¿Pan? Porque no has probado mi bagel de coco…

¡Buenas tardes hortera!

Estoy on fire con las recetas, pero es que como sabrás (y si no pues te enteras ahora), me encuentro en plena recuperación post parto y no soporto comer siempre lo mismo. Así que como mínimo dedico un ratito a la semana para crear recetas que hagan que no quiera tirarme por la ventana mientras comparto mesa con mi marido. A él le pirran las “guarradas” (las compra a escondidas porque sabe que le regaño), y a mí también, qué c***, pero yo llevo un estilo de vida saludable para mantener a raya mi trastorno alimentario. (Si te estás enterando ahora de mi enfermedad, te dejo el link del post en el que hablo sobre ella y te pones al día).

Pero vamos a lo importante, que me pierdo.
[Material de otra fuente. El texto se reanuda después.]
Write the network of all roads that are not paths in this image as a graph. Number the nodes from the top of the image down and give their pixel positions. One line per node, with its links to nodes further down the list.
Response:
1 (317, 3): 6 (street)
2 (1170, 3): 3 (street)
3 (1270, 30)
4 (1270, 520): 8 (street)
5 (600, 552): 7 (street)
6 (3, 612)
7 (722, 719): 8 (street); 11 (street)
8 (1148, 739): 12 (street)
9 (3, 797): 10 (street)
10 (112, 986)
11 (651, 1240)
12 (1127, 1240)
Esta receta fue el resultado de un accidente en la cocina. Pretendía hacer donuts de coco, y cuando vi la masa, pensé: Lis, ya la has cagado. Hasta que desmoldé, los probé y pensé: j****, menudo triunfote. (Soy muy malhablada conmigo misma, no me lo tengas en cuenta, #pijademierda). Así que decidí bautizarlos como bagels porque tienen textura de pan. Pero ojo, ¡de pan dulce!.

La receta es apta para alérgicos o intolerantes al gluten, y para enferm@s por el coco como yo. ¿Qué será lo que tiene el negro coco? Ni idea, pero me encanta. Evidentemente son fit, sin azúcares añadidos, con grasas saludables y una buena alternativa para la barra de pan del chino. (Esa que está crujiente por fuera y bizcochada por dentro, pero que de sana tiene lo que yo de bien hablada). (Con pareado y todo, madre mía, estoy que me salgo).
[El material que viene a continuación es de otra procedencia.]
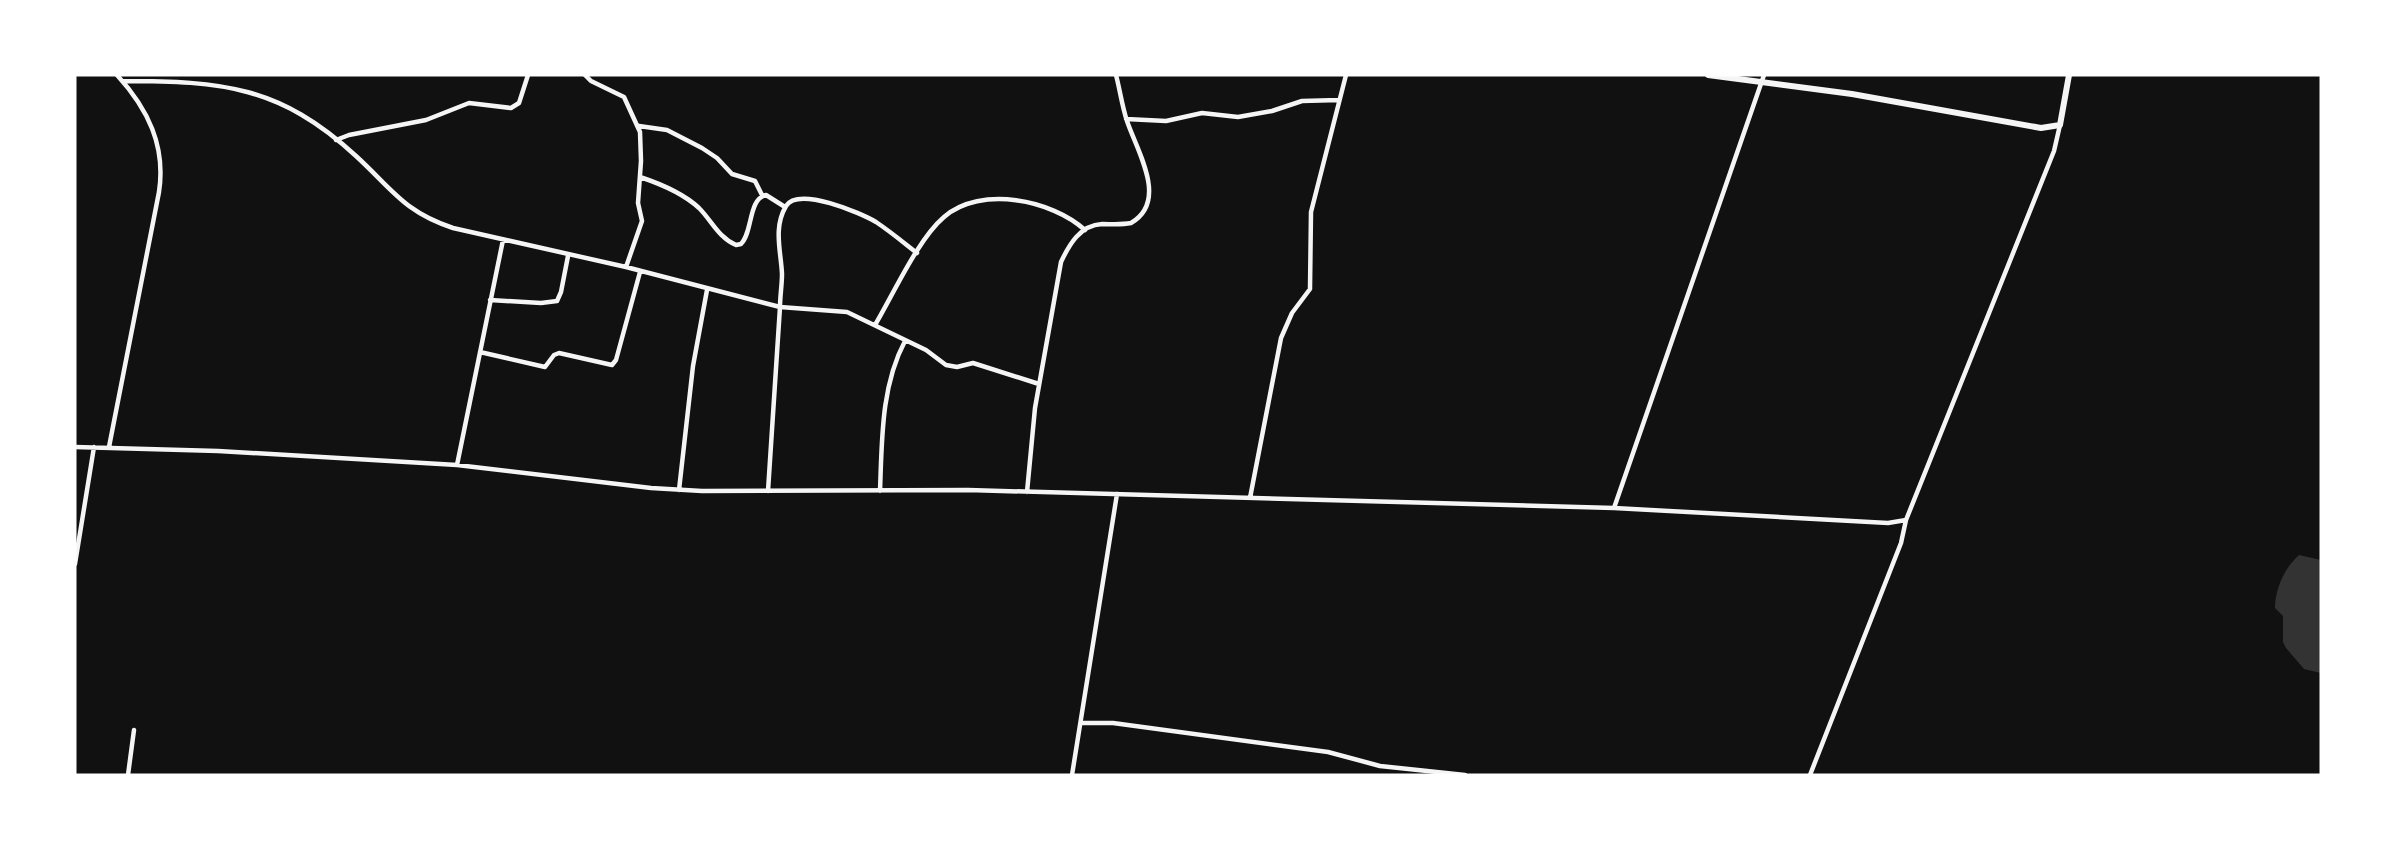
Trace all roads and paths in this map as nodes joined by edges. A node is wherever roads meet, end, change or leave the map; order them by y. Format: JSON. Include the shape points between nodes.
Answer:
{"nodes":[{"id":1,"x":117,"y":75,"type":"edge"},
{"id":2,"x":528,"y":75,"type":"edge"},
{"id":3,"x":585,"y":75,"type":"edge"},
{"id":4,"x":1116,"y":75,"type":"edge"},
{"id":5,"x":1346,"y":75,"type":"edge"},
{"id":6,"x":1708,"y":75,"type":"edge"},
{"id":7,"x":1764,"y":75,"type":"edge"},
{"id":8,"x":2069,"y":75,"type":"edge"},
{"id":9,"x":1717,"y":76,"type":"edge"},
{"id":10,"x":123,"y":81,"type":"junction"},
{"id":11,"x":1763,"y":83,"type":"junction"},
{"id":12,"x":1339,"y":100,"type":"junction"},
{"id":13,"x":1126,"y":119,"type":"junction"},
{"id":14,"x":2060,"y":125,"type":"junction"},
{"id":15,"x":639,"y":126,"type":"junction"},
{"id":16,"x":336,"y":140,"type":"junction"},
{"id":17,"x":640,"y":177,"type":"junction"},
{"id":18,"x":762,"y":195,"type":"junction"},
{"id":19,"x":785,"y":207,"type":"junction"},
{"id":20,"x":1085,"y":230,"type":"junction"},
{"id":21,"x":503,"y":240,"type":"junction"},
{"id":22,"x":917,"y":253,"type":"junction"},
{"id":23,"x":568,"y":256,"type":"junction"},
{"id":24,"x":626,"y":267,"type":"junction"},
{"id":25,"x":640,"y":272,"type":"junction"},
{"id":26,"x":707,"y":290,"type":"junction"},
{"id":27,"x":490,"y":300,"type":"junction"},
{"id":28,"x":780,"y":307,"type":"junction"},
{"id":29,"x":875,"y":325,"type":"junction"},
{"id":30,"x":905,"y":341,"type":"junction"},
{"id":31,"x":480,"y":352,"type":"junction"},
{"id":32,"x":1039,"y":384,"type":"junction"},
{"id":33,"x":75,"y":447,"type":"edge"},
{"id":34,"x":94,"y":447,"type":"junction"},
{"id":35,"x":110,"y":447,"type":"junction"},
{"id":36,"x":457,"y":465,"type":"junction"},
{"id":37,"x":679,"y":490,"type":"junction"},
{"id":38,"x":768,"y":491,"type":"junction"},
{"id":39,"x":880,"y":491,"type":"junction"},
{"id":40,"x":1027,"y":492,"type":"junction"},
{"id":41,"x":1117,"y":494,"type":"junction"},
{"id":42,"x":1251,"y":498,"type":"junction"},
{"id":43,"x":1614,"y":508,"type":"junction"},
{"id":44,"x":1906,"y":520,"type":"junction"},
{"id":45,"x":75,"y":564,"type":"edge"},
{"id":46,"x":1082,"y":723,"type":"junction"},
{"id":47,"x":134,"y":730,"type":"dead end"},
{"id":48,"x":129,"y":775,"type":"edge"},
{"id":49,"x":1072,"y":775,"type":"edge"},
{"id":50,"x":1465,"y":775,"type":"edge"},
{"id":51,"x":1810,"y":775,"type":"edge"}],
"edges":[{"from":1,"to":10,"type":"street"},
{"from":2,"to":16,"type":"street","via":[[523,95],[512,108],[469,103],[426,120]]},
{"from":3,"to":15,"type":"street","via":[[624,97]]},
{"from":4,"to":13,"type":"street"},
{"from":5,"to":12,"type":"street"},
{"from":6,"to":9,"type":"street"},
{"from":7,"to":11,"type":"street"},
{"from":8,"to":14,"type":"street"},
{"from":9,"to":11,"type":"street"},
{"from":10,"to":16,"type":"street","via":[[208,83],[248,90],[294,111]]},
{"from":10,"to":35,"type":"street","via":[[157,137],[162,161]]},
{"from":11,"to":14,"type":"street","via":[[1852,94],[2028,127]]},
{"from":11,"to":43,"type":"street"},
{"from":12,"to":13,"type":"street","via":[[1294,102],[1272,111],[1238,117],[1202,113],[1166,121]]},
{"from":12,"to":42,"type":"street","via":[[1311,212],[1310,289],[1281,338]]},
{"from":13,"to":20,"type":"street","via":[[1148,177],[1145,210],[1131,223],[1093,225]]},
{"from":14,"to":44,"type":"street","via":[[2054,151]]},
{"from":15,"to":17,"type":"street"},
{"from":15,"to":18,"type":"street","via":[[662,128],[697,144],[731,174],[755,181]]},
{"from":16,"to":21,"type":"street","via":[[393,195],[419,214],[453,228]]},
{"from":17,"to":18,"type":"street","via":[[693,203],[717,232],[736,245],[746,237]]},
{"from":17,"to":24,"type":"street","via":[[638,203],[642,221]]},
{"from":18,"to":19,"type":"street"},
{"from":19,"to":22,"type":"street","via":[[795,199],[808,198],[858,213]]},
{"from":19,"to":28,"type":"street","via":[[777,248],[782,276]]},
{"from":20,"to":22,"type":"street","via":[[1056,211],[1015,199],[999,199],[953,211],[939,222]]},
{"from":20,"to":32,"type":"street","via":[[1069,246],[1061,262]]},
{"from":21,"to":23,"type":"street"},
{"from":21,"to":27,"type":"street"},
{"from":22,"to":29,"type":"street"},
{"from":23,"to":24,"type":"street"},
{"from":23,"to":27,"type":"street","via":[[556,301],[548,304]]},
{"from":24,"to":25,"type":"street"},
{"from":25,"to":26,"type":"street"},
{"from":25,"to":31,"type":"street","via":[[612,365],[559,353],[545,368]]},
{"from":26,"to":28,"type":"street"},
{"from":26,"to":37,"type":"street","via":[[693,366]]},
{"from":27,"to":31,"type":"street"},
{"from":28,"to":29,"type":"street","via":[[837,310]]},
{"from":28,"to":38,"type":"street"},
{"from":29,"to":30,"type":"street"},
{"from":30,"to":32,"type":"street","via":[[946,366],[973,363]]},
{"from":30,"to":39,"type":"street","via":[[889,386]]},
{"from":31,"to":36,"type":"street"},
{"from":32,"to":40,"type":"street"},
{"from":33,"to":34,"type":"street"},
{"from":34,"to":35,"type":"street"},
{"from":34,"to":45,"type":"street"},
{"from":35,"to":36,"type":"street"},
{"from":36,"to":37,"type":"street"},
{"from":37,"to":38,"type":"street"},
{"from":38,"to":39,"type":"street"},
{"from":39,"to":40,"type":"street"},
{"from":40,"to":41,"type":"street"},
{"from":41,"to":42,"type":"street"},
{"from":41,"to":46,"type":"street"},
{"from":42,"to":43,"type":"street"},
{"from":43,"to":44,"type":"street","via":[[1876,522]]},
{"from":44,"to":51,"type":"street","via":[[1901,543]]},
{"from":46,"to":49,"type":"street"},
{"from":46,"to":50,"type":"street","via":[[1113,723],[1328,752],[1380,766]]},
{"from":47,"to":48,"type":"street"}]}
Ya me dejo de tonterías, vamos a lo importante.

bagel de coco

Ingredientes:

  • 1 taza de espelta integral (por cuatro duros en Mercadona)
  • 1/4 taza de aceite de coco derretido
  • 2 cucharadas colmadas de coco rallado
  • 3 huevos
  • 1 cucharadita de levadura en polvo
  • 1 puñadito de sal
  • Unas 10 gotitas de sucralosa (solo si te gustan dulces, y la cantidad depende de ti)

Elaboración:

Precalienta el horno a 180º. Mezcla todos los ingredientes (primero los húmedos y luego los secos) y amasa con los dedos hasta que quede todo integrado. Rellena los moldes con forma de donut, previamente engrasados con aceite de coco. Si no tienes molde, no pasa nada, hazlos en forma de bollito y listo, #cerodramassiempresmile. Mételos al horno 15 minutos y ya los tienes.

Para el día que te levantes con ganas de dulce, puedes rellenarlos de queso crema y mermelada de frambuesa casera o de mantequilla de cacahuete y plátano. Para los días de salado, están tremendos con aguacate fileteado y huevo a la plancha. El contraste dulce-salado es brutal, así no tienes que elegir, ¿has visto qué bien?.

Y hasta aquí, la receta de hoy. Dedica media horita a elaborarla y me cuentas qué te ha parecido comentándome por aquí o por rrss, (no me seas ranci@).

¡Gracias por leerme (y aguantarme en días de tontuna, como hoy)!